Case findings from a $5 million study commissioned by KiwiRail and the former Auckland Regional Transport Authority predicted a $2 billion tunnel in central Auckland would pay for itself more than three times over.

Transport Minister Steven Joyce yesterday said the report had raised "many unanswered questions", which needed to be clarified before taking the project to the next level.

Mr Joyce is questioning, among others, the inclusion of "transformational" benefits the experts say will provide extra productivity and concentrated urban development to justify an early construction of the 3.5km tunnel to stretch from Britomart to Mt Eden.

Mr Lee said: "The National Government would dearly love to kill it off - but if they are not careful, what comes roaring out of Auckland's underground rail link could end up running down the National Government."

He said many public transport advocates have found Mr Joyce to be "something of an enigma" and that his "roads first" and "pro urban-sprawl" views were "fairly basic small-town red neck stuff".

In the blog, Mr Lee compared Mr Joyce to former National Minister of Works Stan Goosman, who cancelled Auckland's rail plans in the 1950s.

"Not only is there an echo of events, but also of personalities, with Steven Joyce the present-day 'minister for everything' playing the role of the 1950s era National 'minister for everything' Stan Goosman," he wrote.

"In the late 1940s, the Ministry of Works formulated a scheme which was accepted by all parties ... before being killed off by the National Government of the time. Again in the late 1960s, the ARA and NZ Railways worked up another plan, this was in turn killed off in 1975 by the National Government."

Mr Joyce denied the Government was out to kill the project, but said the $2 billion plus price tag was part of the reason the project would not get his blessings for a quick start.

"The cost is massive.
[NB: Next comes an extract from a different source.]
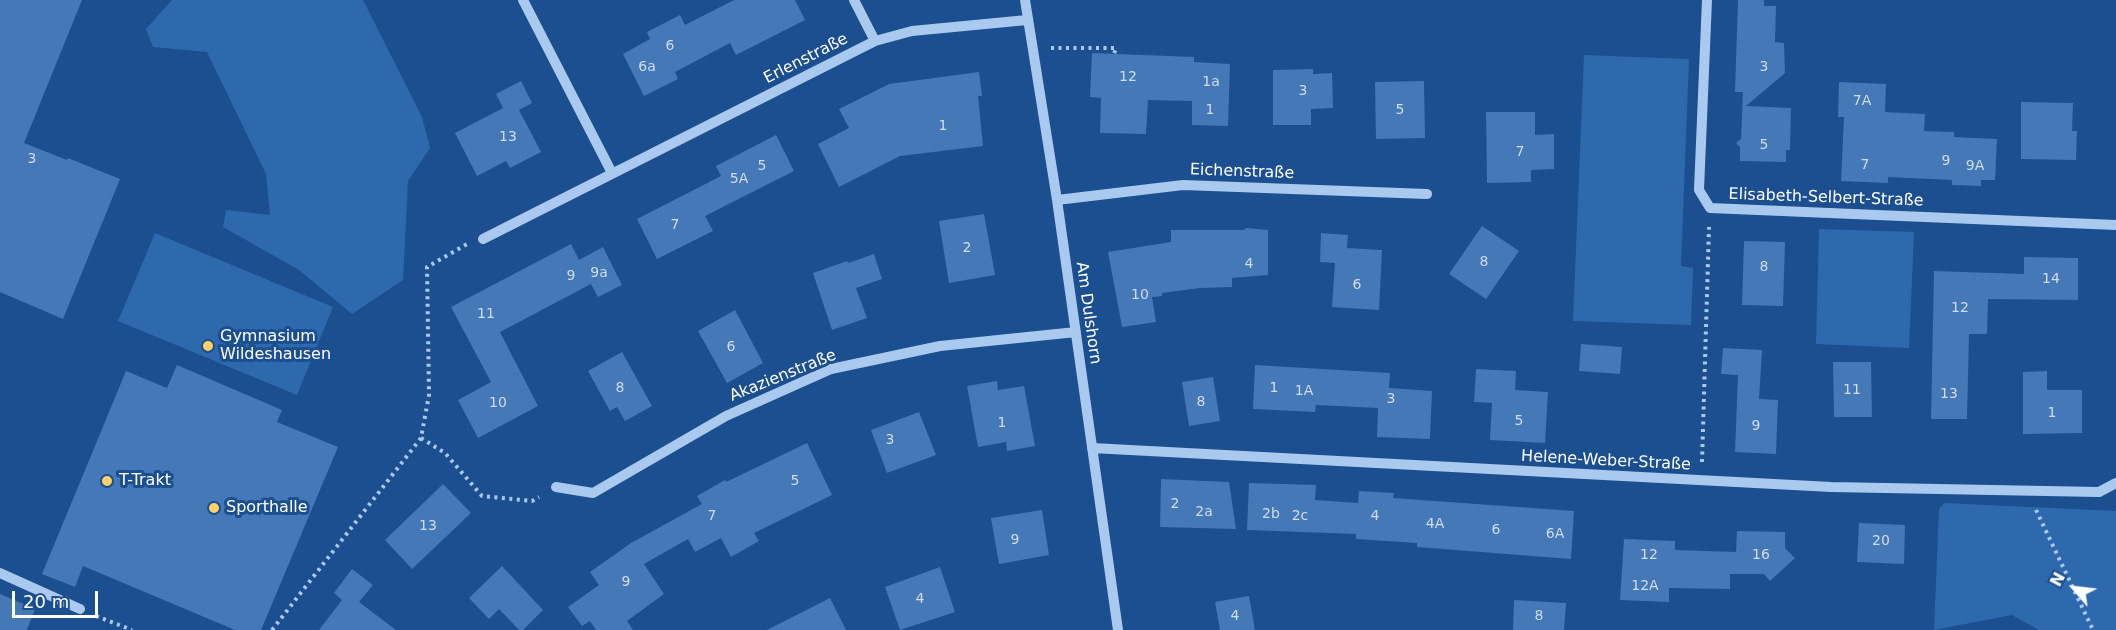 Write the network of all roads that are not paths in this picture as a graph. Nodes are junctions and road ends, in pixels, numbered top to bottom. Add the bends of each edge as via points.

Given the sheer volume and size of it, we surely need a little more critical analysis," he said.

"Already Ministry of Transport officials have sat down to look at the report, and Auckland Transport and Treasury will want to have a look as well to get some clarity on some of the issues that have been raised."

He said major road and rail projects will finish between 2013-2015, and this Auckland rail tunnel could be the next "big project", with the third harbour crossing.

"The next question beyond that is who pays and how does Auckland afford or make up its contribution?" said Mr Joyce.

"A number of things have been ruled out, such as rates and that sort of thing, but not much have been ruled in."

"In the next four to five years, the Government quite clearly doesn't have an extra $2 billion to put to it."